[Available data — start]

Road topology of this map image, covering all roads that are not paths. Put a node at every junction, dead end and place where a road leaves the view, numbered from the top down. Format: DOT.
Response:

[Available data — finish]
[Available data — start]

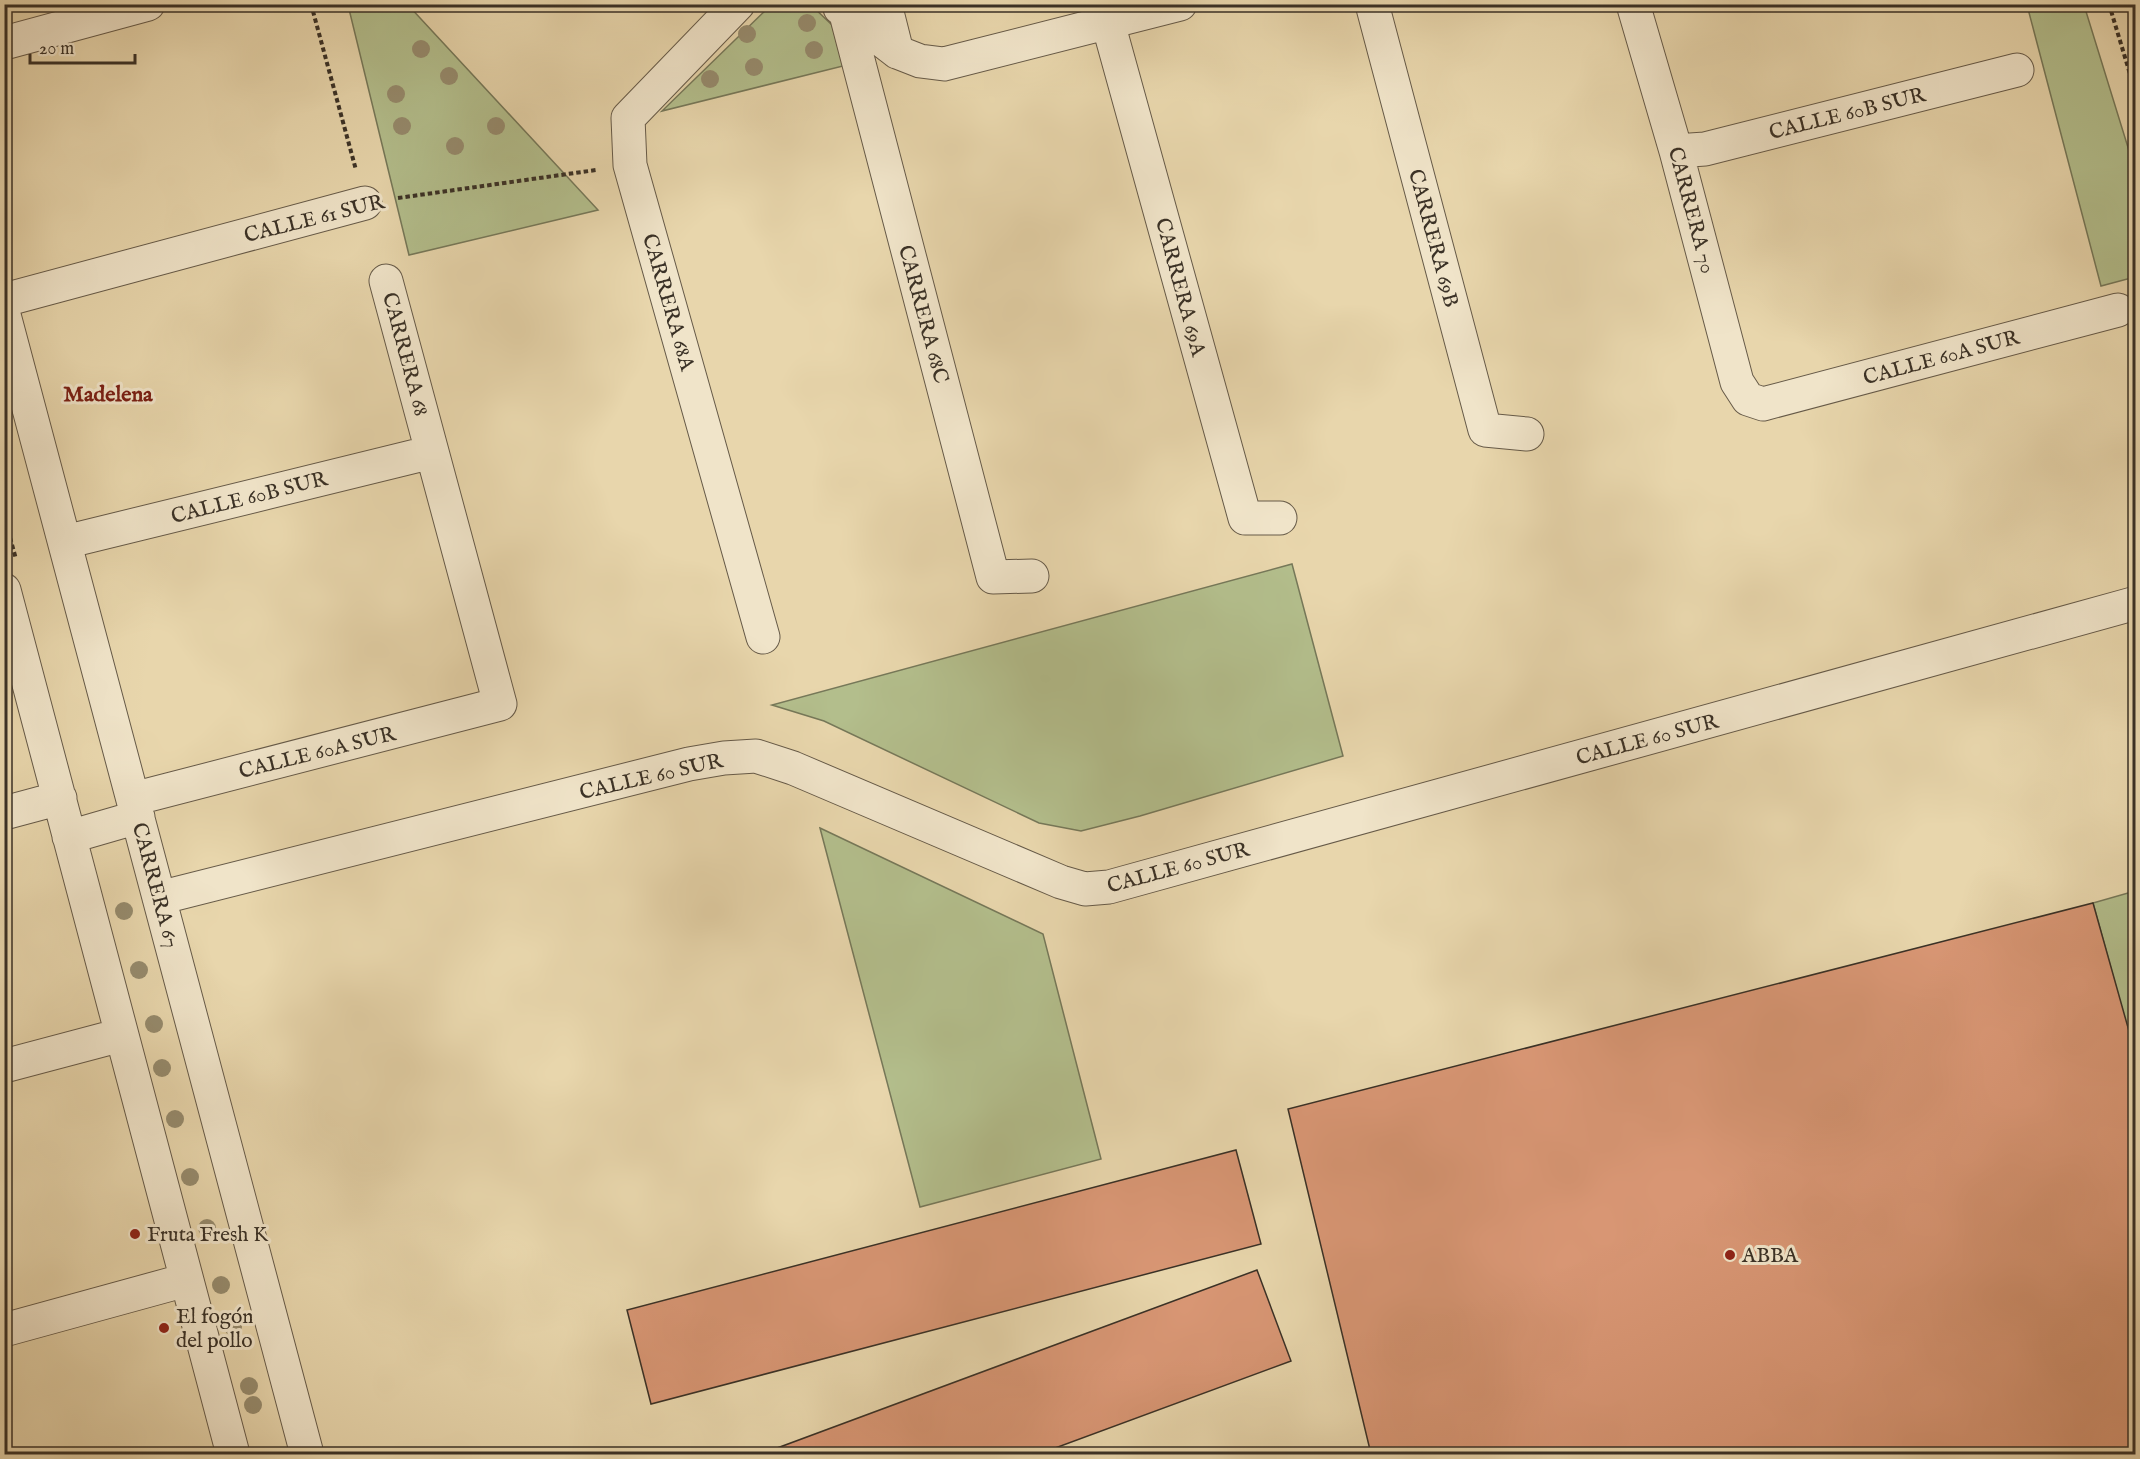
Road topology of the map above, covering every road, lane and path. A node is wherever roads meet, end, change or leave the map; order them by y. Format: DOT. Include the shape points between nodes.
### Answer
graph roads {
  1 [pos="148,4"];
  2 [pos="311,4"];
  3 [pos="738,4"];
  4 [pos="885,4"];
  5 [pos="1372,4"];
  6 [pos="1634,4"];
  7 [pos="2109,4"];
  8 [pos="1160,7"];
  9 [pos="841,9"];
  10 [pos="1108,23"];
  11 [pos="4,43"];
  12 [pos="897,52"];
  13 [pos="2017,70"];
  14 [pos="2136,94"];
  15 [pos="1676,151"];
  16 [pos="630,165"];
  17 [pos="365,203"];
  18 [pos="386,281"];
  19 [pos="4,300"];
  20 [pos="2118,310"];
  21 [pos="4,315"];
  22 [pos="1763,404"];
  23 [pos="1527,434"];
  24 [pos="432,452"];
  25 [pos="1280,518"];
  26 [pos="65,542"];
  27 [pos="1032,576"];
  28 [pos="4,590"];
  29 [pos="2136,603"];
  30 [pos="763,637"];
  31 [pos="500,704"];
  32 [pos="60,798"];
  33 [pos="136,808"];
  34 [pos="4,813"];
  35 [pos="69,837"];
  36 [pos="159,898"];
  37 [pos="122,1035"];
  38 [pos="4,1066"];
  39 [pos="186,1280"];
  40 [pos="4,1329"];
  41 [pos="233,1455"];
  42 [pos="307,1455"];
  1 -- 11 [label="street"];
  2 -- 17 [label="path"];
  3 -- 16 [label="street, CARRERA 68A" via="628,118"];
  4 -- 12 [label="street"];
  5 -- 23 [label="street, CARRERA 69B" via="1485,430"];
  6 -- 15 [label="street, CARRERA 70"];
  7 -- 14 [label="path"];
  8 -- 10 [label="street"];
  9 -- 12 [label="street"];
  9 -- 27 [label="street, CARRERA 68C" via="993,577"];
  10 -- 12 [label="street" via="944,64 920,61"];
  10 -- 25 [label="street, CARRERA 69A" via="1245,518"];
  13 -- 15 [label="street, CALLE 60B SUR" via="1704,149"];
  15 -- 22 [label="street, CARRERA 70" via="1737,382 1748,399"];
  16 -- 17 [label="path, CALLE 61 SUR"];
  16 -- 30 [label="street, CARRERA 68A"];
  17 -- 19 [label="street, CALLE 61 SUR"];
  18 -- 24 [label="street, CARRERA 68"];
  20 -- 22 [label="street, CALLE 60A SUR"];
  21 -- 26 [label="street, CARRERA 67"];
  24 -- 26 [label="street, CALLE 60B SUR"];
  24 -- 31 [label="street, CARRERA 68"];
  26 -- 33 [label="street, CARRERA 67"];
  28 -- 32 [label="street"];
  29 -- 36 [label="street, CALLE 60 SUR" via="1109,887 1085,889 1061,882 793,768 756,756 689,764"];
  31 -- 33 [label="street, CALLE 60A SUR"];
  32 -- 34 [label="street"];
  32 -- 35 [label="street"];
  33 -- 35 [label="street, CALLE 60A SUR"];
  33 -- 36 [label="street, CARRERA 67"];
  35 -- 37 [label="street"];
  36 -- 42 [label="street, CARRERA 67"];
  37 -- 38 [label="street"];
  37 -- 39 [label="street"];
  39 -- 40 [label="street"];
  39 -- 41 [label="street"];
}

[Available data — finish]
[Available data — start]

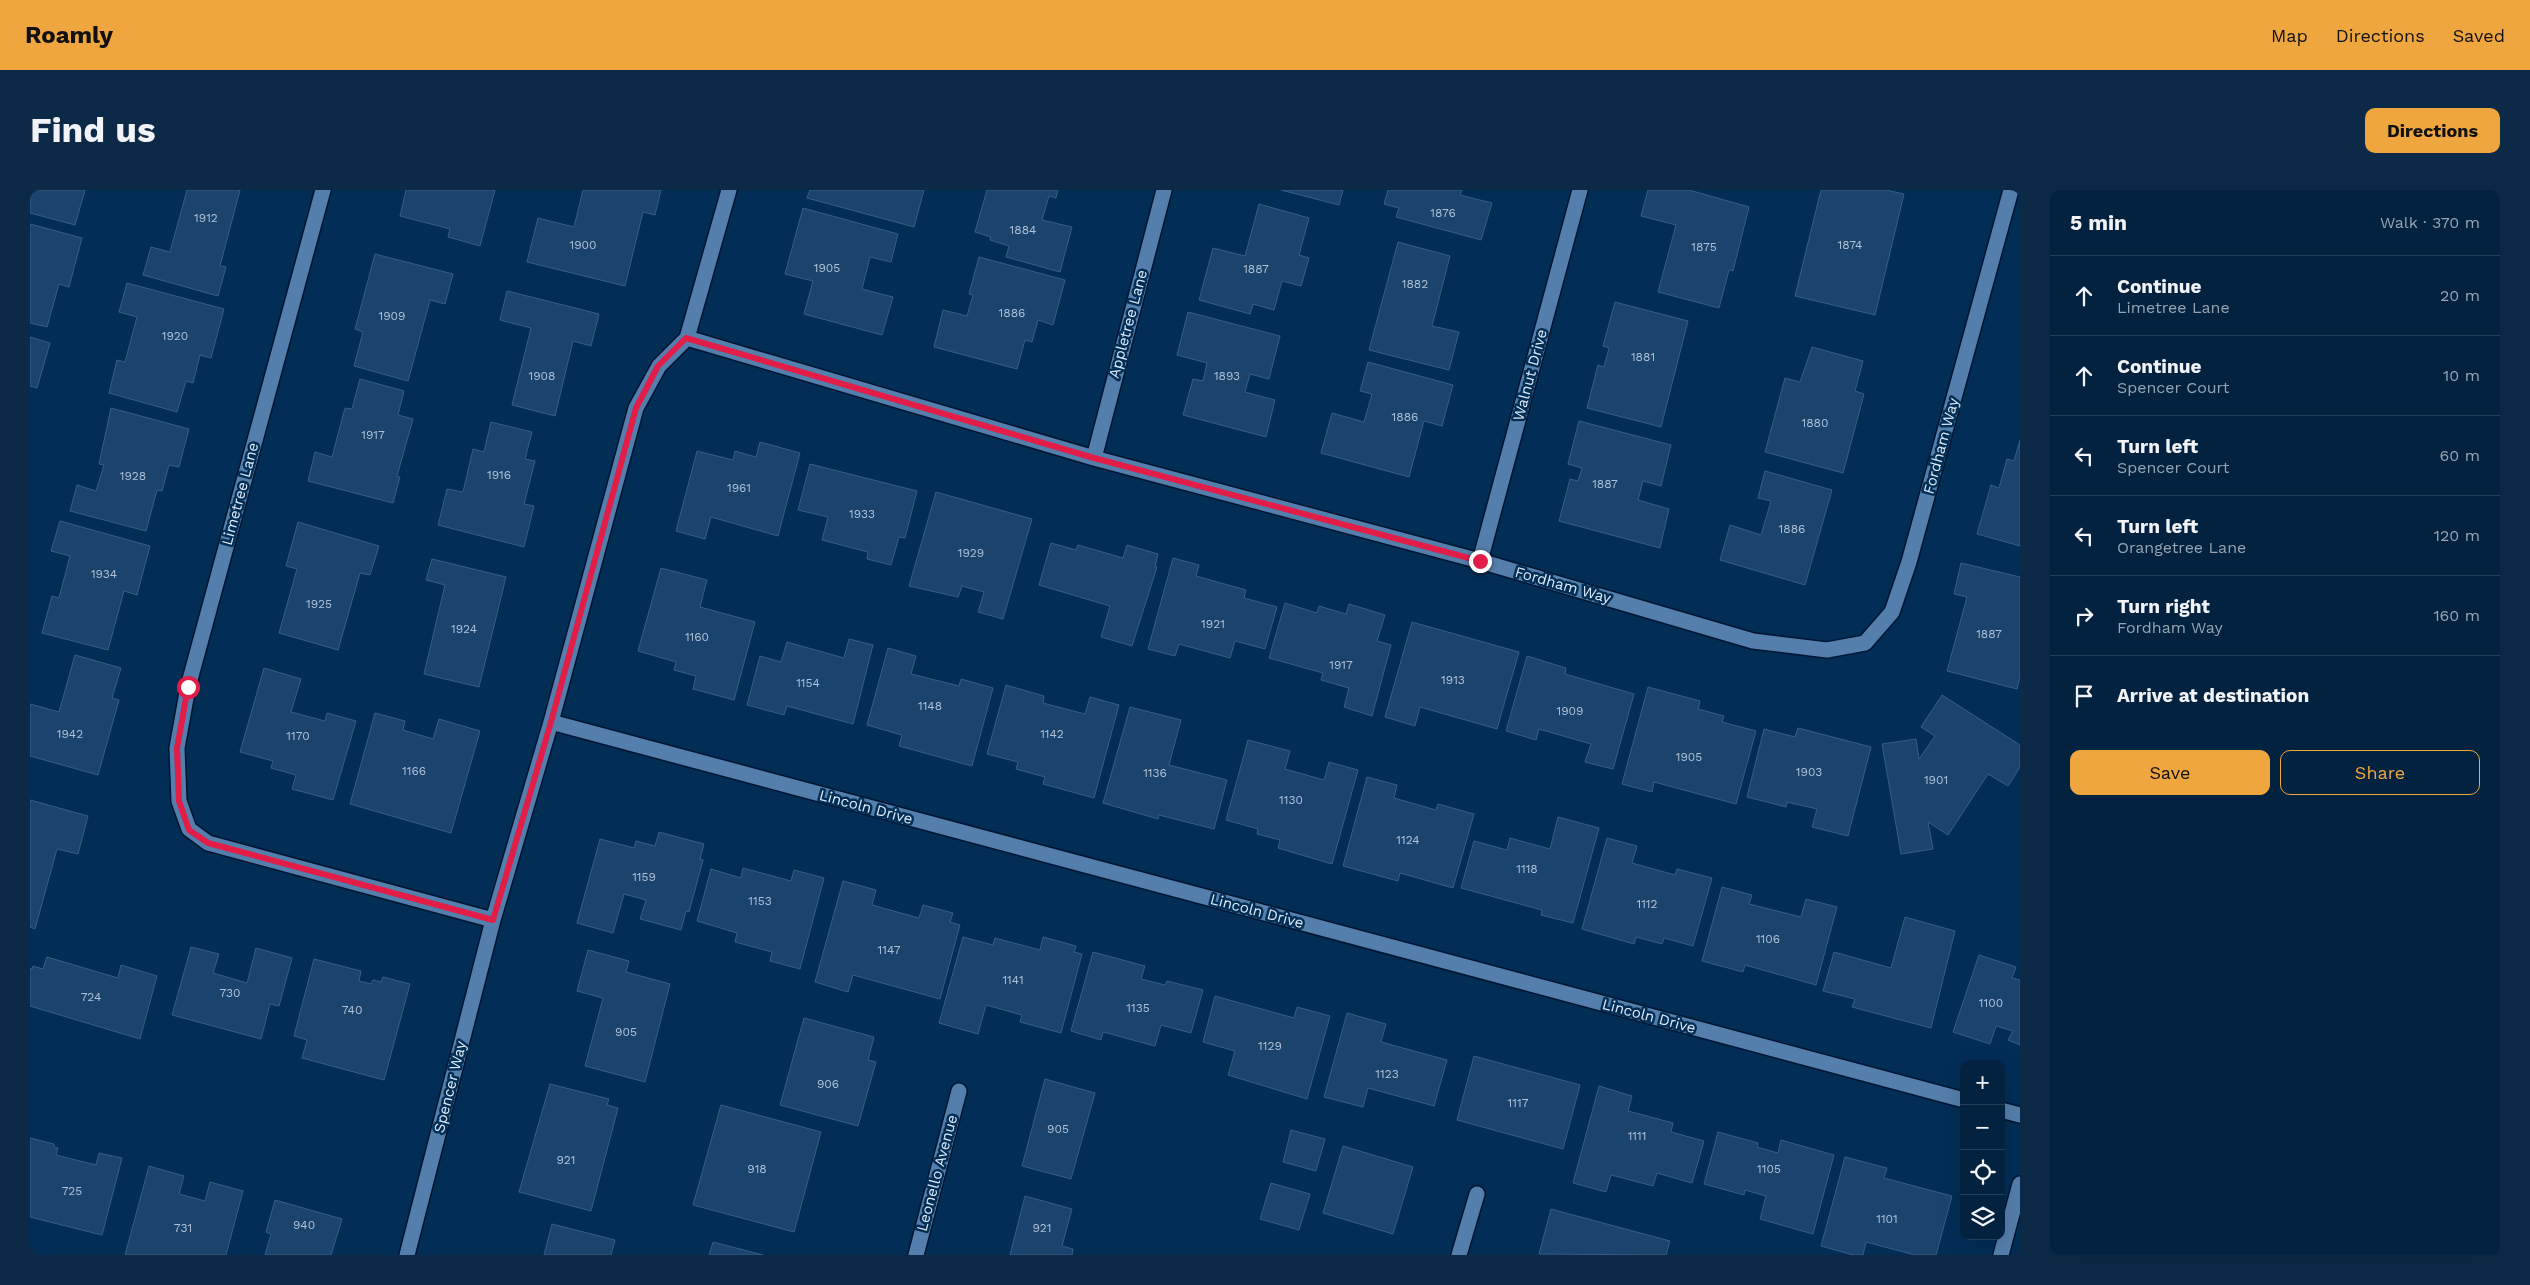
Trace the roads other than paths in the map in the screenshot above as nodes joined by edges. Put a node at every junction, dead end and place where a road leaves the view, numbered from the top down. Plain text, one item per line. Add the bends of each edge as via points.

[Available data — finish]

-- Task details --
From the material above, copy each line that includes the word "place".

-- Answer --
Road topology of this map image, covering all roads that are not paths. Put a node at every junction, dead end and place where a road leaves the view, numbered from the top down. Format: DOT.
Trace the roads other than paths in the map in the screenshot above as nodes joined by edges. Put a node at every junction, dead end and place where a road leaves the view, numbered from the top down. Plain text, one item per line. Add the bends of each edge as via points.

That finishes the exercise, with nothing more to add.